Handling node failures

Keep serving requests through node failures

The ability to survive failures and be highly available is one of the foundational features of YugabyteDB. YugabyteDB is resilient to node failures. On the failure of a node, a leader election is triggered for all the tablets that had leaders in the lost node. A follower on a different node is quickly promoted to leader without any loss of data. The entire process take takes approximately 3 seconds.

Let's go over this with an example.


Suppose you have a universe with a replication factor (RF) of 3, which allows a fault tolerance of 1. This means the universe remains available for both reads and writes even if a fault domain fails. However, if another were to fail (bringing the number of failures to two), writes would become unavailable in order to preserve data consistency.

Set up a universe

Follow the setup instructions to start a single region three-node universe, connect the YB Workload Simulator application, and run a read-write workload. To verify that the application is running correctly, navigate to the application UI at http://localhost:8080/ to view the universe network diagram, as well as latency and throughput charts for the running workload.

The YB Workload Simulator uses the YugabyteDB JDBC Smart Driver configured with connection load balancing. It automatically balances application connections across the nodes in a universe and re-balances connections when a node fails.

Observe even load across all nodes

To view a table of per-node statistics for the universe, navigate to the tablet-servers page. The following illustration shows the total read and write IOPS per node:

Read and write IOPS with 3 nodes

Notice that both the reads and the writes are approximately the same across all nodes, indicating uniform load.

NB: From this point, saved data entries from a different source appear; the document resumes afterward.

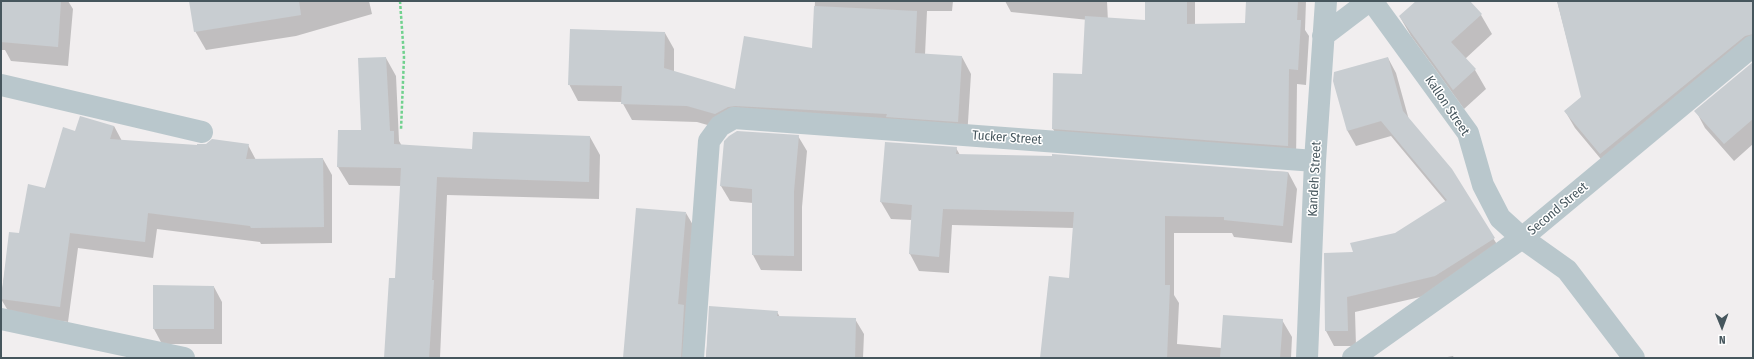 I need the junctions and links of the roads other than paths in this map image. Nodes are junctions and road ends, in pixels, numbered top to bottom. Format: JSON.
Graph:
{"nodes":[{"id":1,"x":1326,"y":1,"type":"edge"},
{"id":2,"x":1368,"y":1,"type":"edge"},
{"id":3,"x":1372,"y":1,"type":"edge"},
{"id":4,"x":1323,"y":36,"type":"junction"},
{"id":5,"x":1753,"y":46,"type":"edge"},
{"id":6,"x":1,"y":85,"type":"edge"},
{"id":7,"x":202,"y":132,"type":"dead end"},
{"id":8,"x":1315,"y":161,"type":"junction"},
{"id":9,"x":1522,"y":238,"type":"junction"},
{"id":10,"x":1,"y":319,"type":"edge"},
{"id":11,"x":184,"y":358,"type":"edge"},
{"id":12,"x":693,"y":358,"type":"edge"},
{"id":13,"x":1307,"y":358,"type":"edge"},
{"id":14,"x":1352,"y":358,"type":"edge"},
{"id":15,"x":1634,"y":358,"type":"edge"}],
"edges":[{"from":1,"to":4,"type":"street","name":"Kandeh Street"},
{"from":2,"to":4,"type":"street"},
{"from":3,"to":9,"type":"street","name":"Kallon Street"},
{"from":4,"to":8,"type":"street","name":"Kandeh Street"},
{"from":5,"to":9,"type":"street","name":"Second Street"},
{"from":6,"to":7,"type":"street"},
{"from":8,"to":12,"type":"street","name":"Tucker Street"},
{"from":8,"to":13,"type":"street","name":"Kandeh Street"},
{"from":9,"to":14,"type":"street","name":"Second Street"},
{"from":9,"to":15,"type":"street","name":"Kallon Street"},
{"from":10,"to":11,"type":"street"}]} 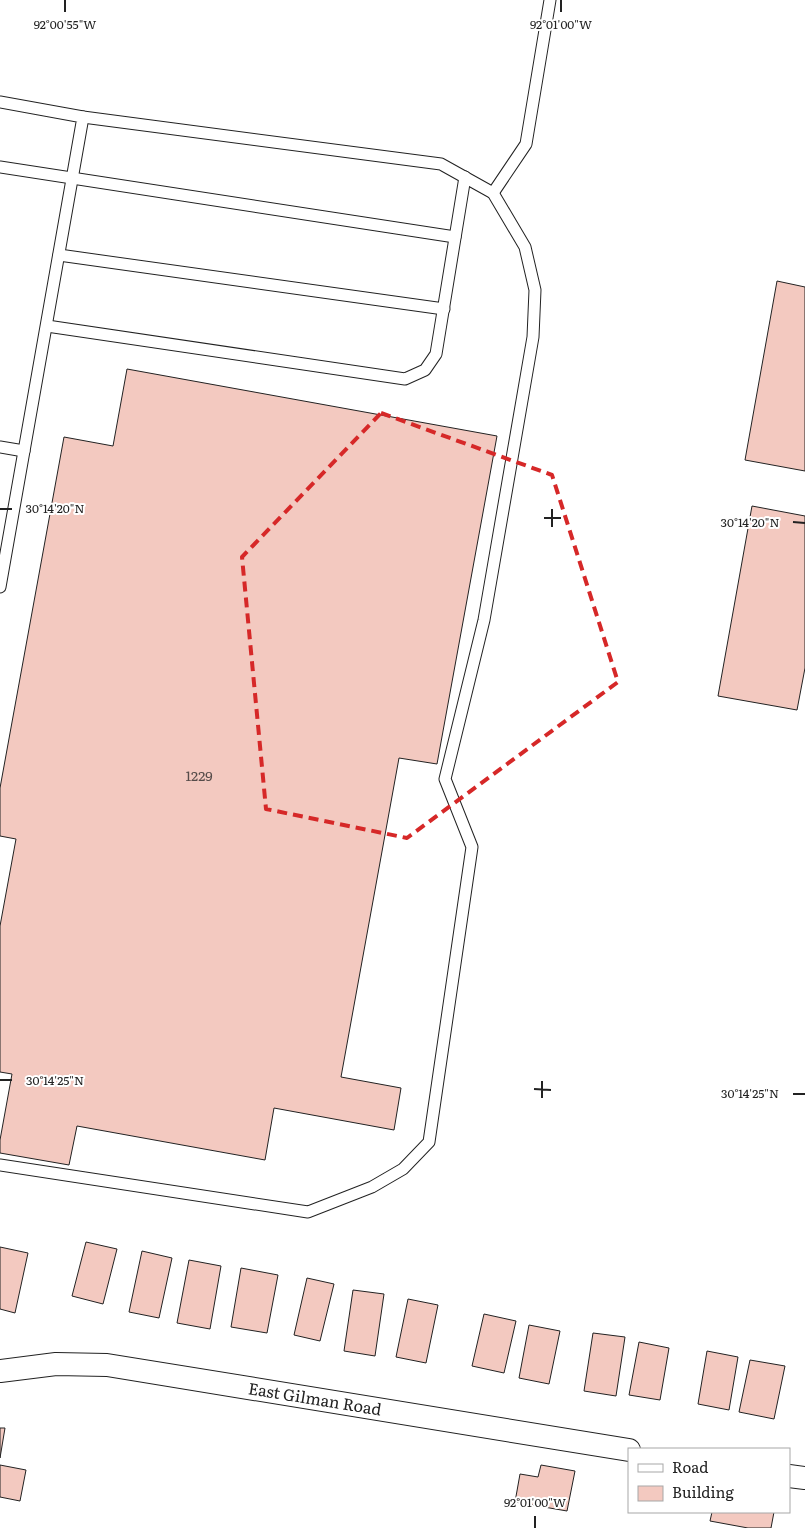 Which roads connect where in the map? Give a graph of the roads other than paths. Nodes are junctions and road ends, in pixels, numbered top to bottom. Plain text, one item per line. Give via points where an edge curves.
1 (550, 0) edge
2 (0, 102) edge
3 (83, 117) junction
4 (0, 167) edge
5 (465, 177) junction
6 (73, 178) junction
7 (493, 193) junction
8 (455, 237) junction
9 (58, 255) junction
10 (444, 309) junction
11 (47, 326) junction
12 (0, 447) edge
13 (24, 451) junction
14 (0, 586) edge
15 (0, 1165) edge
16 (0, 1371) edge
17 (628, 1450) edge
18 (790, 1476) edge
19 (805, 1478) edge

1 - 7 lane via 526,144
2 - 3 lane
3 - 5 lane via 441,164
3 - 6 lane
4 - 6 lane
5 - 7 lane
5 - 8 lane
6 - 8 lane
6 - 9 lane
7 - 15 lane via 525,246 535,290 533,337 484,620 445,779 472,847 429,1142 403,1169 372,1187 308,1212
8 - 10 lane
9 - 10 lane
9 - 11 lane
10 - 11 lane via 436,354 425,370 406,379
11 - 13 lane
12 - 13 lane
13 - 14 lane
16 - 17 street, East Gilman Road via 73,1363 107,1365
18 - 19 street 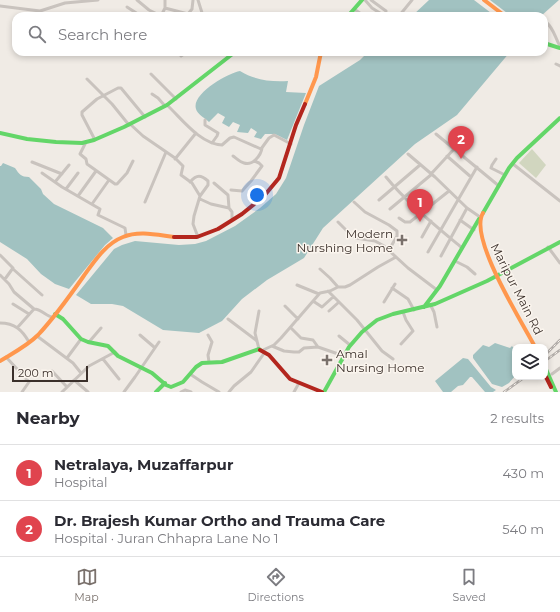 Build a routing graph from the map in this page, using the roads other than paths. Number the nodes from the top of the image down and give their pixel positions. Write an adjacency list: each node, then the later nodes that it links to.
1 (98, 0): 11 (street)
2 (137, 0): 12 (street)
3 (165, 0): 14 (street)
4 (193, 0): 22 (street)
5 (198, 0): 23 (street)
6 (362, 0): 15 (street)
7 (365, 0): 26 (street)
8 (371, 0): 16 (street)
9 (412, 0): 27 (street)
10 (484, 0): 28 (street)
11 (0, 6)
12 (143, 6): 18 (street); 19 (street)
13 (127, 7): 17 (street)
14 (165, 8): 20 (street); 21 (street)
15 (354, 9): 24 (street); 25 (street)
16 (386, 11)
17 (134, 12)
18 (138, 12)
19 (154, 12)
20 (163, 12)
21 (180, 12)
22 (190, 12)
23 (202, 12)
24 (351, 12)
25 (358, 12)
26 (378, 12)
27 (402, 12)
28 (500, 12)
29 (548, 24): 31 (street)
30 (548, 44): 31 (street)
31 (560, 47)
32 (230, 56): 40 (street)
33 (321, 56): 53 (street)
34 (556, 64): 35 (street)
35 (560, 66)
36 (151, 74): 40 (street)
37 (87, 79): 39 (street)
38 (152, 94): 41 (street)
39 (104, 95): 42 (street); 45 (street); 50 (street)
40 (176, 99): 41 (street)
41 (166, 105): 42 (street); 47 (street)
42 (145, 117): 45 (street)
43 (560, 118): 65 (street)
44 (206, 120): 52 (street)
45 (129, 124): 50 (street); 56 (street)
46 (0, 133): 51 (street)
47 (196, 133): 52 (street); 60 (street)
48 (436, 134): 55 (street)
49 (468, 137): 55 (street)
50 (95, 140): 51 (street)
51 (86, 142): 69 (street)
52 (212, 144): 54 (street)
53 (290, 144): 54 (street); 101 (street)
54 (262, 148): 63 (street)
55 (455, 149): 59 (street); 68 (street)
56 (166, 152): 60 (street); 92 (street)
57 (408, 154): 67 (street)
58 (233, 156): 63 (street)
59 (447, 156): 73 (street); 76 (street)
60 (175, 159): 79 (street)
61 (496, 159): 74 (street)
62 (134, 161): 77 (street)
63 (254, 161): 84 (street)
64 (32, 162): 72 (street)
65 (513, 164): 74 (street); 91 (street)
66 (69, 165): 72 (street)
67 (420, 165): 73 (street); 82 (street)
68 (477, 167): 76 (street); 81 (street)
69 (96, 171): 77 (street); 86 (street)
70 (42, 173): 78 (street)
71 (78, 173): 83 (street)
72 (62, 174): 78 (street)
73 (431, 174): 85 (street); 87 (street)
74 (505, 175): 81 (street)
75 (386, 177): 82 (street)
76 (471, 177): 89 (street)
77 (109, 180): 94 (street)
78 (55, 182): 83 (street)
79 (190, 182): 88 (street); 88 (street)
80 (214, 183): 95 (street)
81 (499, 186): 99 (street)
82 (394, 187): 87 (street); 90 (street)
83 (66, 189): 86 (street)
84 (231, 190)
85 (449, 191): 89 (street); 98 (street)
86 (78, 196): 94 (street)
87 (405, 197): 97 (street); 98 (street)
88 (200, 198): 95 (street); 108 (street)
89 (459, 199): 96 (street); 105 (street)
90 (379, 200)
91 (560, 201)
92 (145, 202)
93 (354, 202): 114 (street)
94 (92, 204): 107 (street)
95 (229, 208): 101 (street)
96 (467, 208): 99 (street); 102 (street)
97 (390, 209)
98 (422, 213): 100 (street); 103 (street)
99 (480, 217): 106 (street); 125 (street, Maripur Main Rd)
100 (399, 218)
101 (232, 220): 108 (street)
102 (460, 220): 106 (street); 110 (street)
103 (431, 221): 105 (street); 109 (street)
104 (338, 222): 114 (street)
105 (441, 229): 110 (street); 115 (street)
106 (474, 230): 113 (street)
107 (126, 235): 108 (street); 149 (street)
108 (198, 237)
109 (422, 237)
110 (451, 238): 113 (street); 117 (street)
111 (560, 242): 112 (street)
112 (548, 247): 120 (street); 125 (street)
113 (462, 248): 119 (street)
114 (389, 250): 118 (street)
115 (428, 252)
116 (0, 255): 121 (street)
117 (441, 256)
118 (396, 257): 129 (street); 131 (street)
119 (455, 261): 123 (street); 131 (street)
120 (560, 263)
121 (13, 269): 126 (street); 134 (street)
122 (320, 269): 129 (street)
123 (475, 274)
124 (0, 275): 126 (street)
125 (497, 276): 141 (street); 168 (street, Maripur Main Rd)
126 (5, 279): 143 (street)
127 (395, 284): 130 (street)
128 (297, 285): 133 (street)
129 (338, 287): 132 (street)
130 (392, 288): 138 (street); 144 (street)
131 (437, 290): 142 (street)
132 (328, 291): 133 (street); 135 (street)
133 (319, 294): 136 (street)
134 (42, 295)
135 (333, 297): 136 (street); 137 (street)
136 (313, 301): 151 (street)
137 (339, 302): 146 (street); 157 (street)
138 (384, 302)
139 (13, 304): 148 (street)
140 (285, 306): 151 (street)
141 (431, 306): 142 (street); 153 (street)
142 (424, 307): 144 (street)
143 (34, 309): 148 (street); 149 (street)
144 (414, 310): 147 (street)
145 (259, 311): 163 (street)
146 (329, 311)
147 (403, 312): 157 (street); 167 (street)
148 (29, 314): 154 (street)
149 (53, 315): 160 (street); 162 (street)
150 (228, 318): 163 (street)
151 (298, 319): 156 (street)
152 (0, 323): 154 (street)
153 (437, 327)
154 (17, 328): 164 (street)
155 (101, 328): 165 (street)
156 (291, 328): 169 (street); 172 (street)
157 (364, 330): 170 (street); 179 (street)
158 (140, 335): 171 (street)
159 (208, 335): 181 (street)
160 (37, 336): 164 (street); 177 (street)
161 (339, 336): 170 (street)
162 (81, 339): 165 (street); 177 (street)
163 (257, 341): 173 (street)
164 (30, 342): 176 (street)
165 (89, 342): 174 (street)
166 (159, 342): 171 (street)
167 (401, 344)
168 (533, 344)
169 (272, 346): 172 (street); 173 (street)
170 (350, 346): 175 (street)
171 (154, 347): 182 (street)
172 (318, 347): 175 (street)
173 (262, 350): 181 (street); 193 (street); 203 (street)
174 (115, 352): 178 (street); 182 (street)
175 (344, 356): 205 (street)
176 (6, 357): 180 (street); 195 (street)
177 (67, 358): 185 (street)
178 (103, 359): 185 (street); 189 (street)
179 (393, 359)
180 (0, 361)
181 (209, 362): 186 (street)
182 (141, 368): 192 (street); 198 (street)
183 (560, 368): 188 (street)
184 (52, 371): 194 (street)
185 (81, 373): 190 (street)
186 (190, 374): 192 (street); 202 (street)
187 (548, 374): 206 (street)
188 (552, 374): 206 (street)
189 (119, 379)
190 (74, 380): 194 (street); 197 (street)
191 (548, 380): 206 (street)
192 (165, 383): 199 (street)
193 (299, 383): 204 (street); 205 (street)
194 (67, 387): 196 (street)
195 (22, 392)
196 (62, 392)
197 (88, 392)
198 (124, 392)
199 (156, 392)
200 (181, 392): 201 (street)
201 (191, 392)
202 (219, 392)
203 (229, 392)
204 (294, 392)
205 (323, 392)
206 (556, 392)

To view the latency and throughput on the universe while the workload is running, navigate to the simulation application UI, as per the following illustration:

Latency and throughput with 3 nodes

Simulate a node failure

Stop one of the nodes to simulate the loss of a zone, as follows:

./bin/yugabyted stop --base_dir=/tmp/ybd2

Observe workload remains available

Refresh the tablet-servers page to see the statistics update.

The Time since heartbeat value for that node starts to increase. When that number reaches 60s (1 minute), YugabyteDB changes the status of that node from ALIVE to DEAD. Observe the load (tablets) and IOPS getting moved off the removed node and redistributed to the other nodes, as per the following illustration:

Read and write IOPS with one node stopped

With the loss of the node, which also represents the loss of an entire fault domain, the universe is now in an under-replicated state.

Navigate to the simulation application UI to see the node removed from the network diagram when it is stopped, as per the following illustration:

Latency and throughput graph after dropping a node

It may take close to 60 seconds to display the updated network diagram. You can also notice a spike and drop in the latency and throughput, both of which resume immediately.

Despite the loss of an entire fault domain, there is no impact on the application because no data is lost; previously replicated data on the remaining nodes is used to serve application requests.

Clean up

You can shut down the local cluster by following the instructions provided in Destroy a local cluster.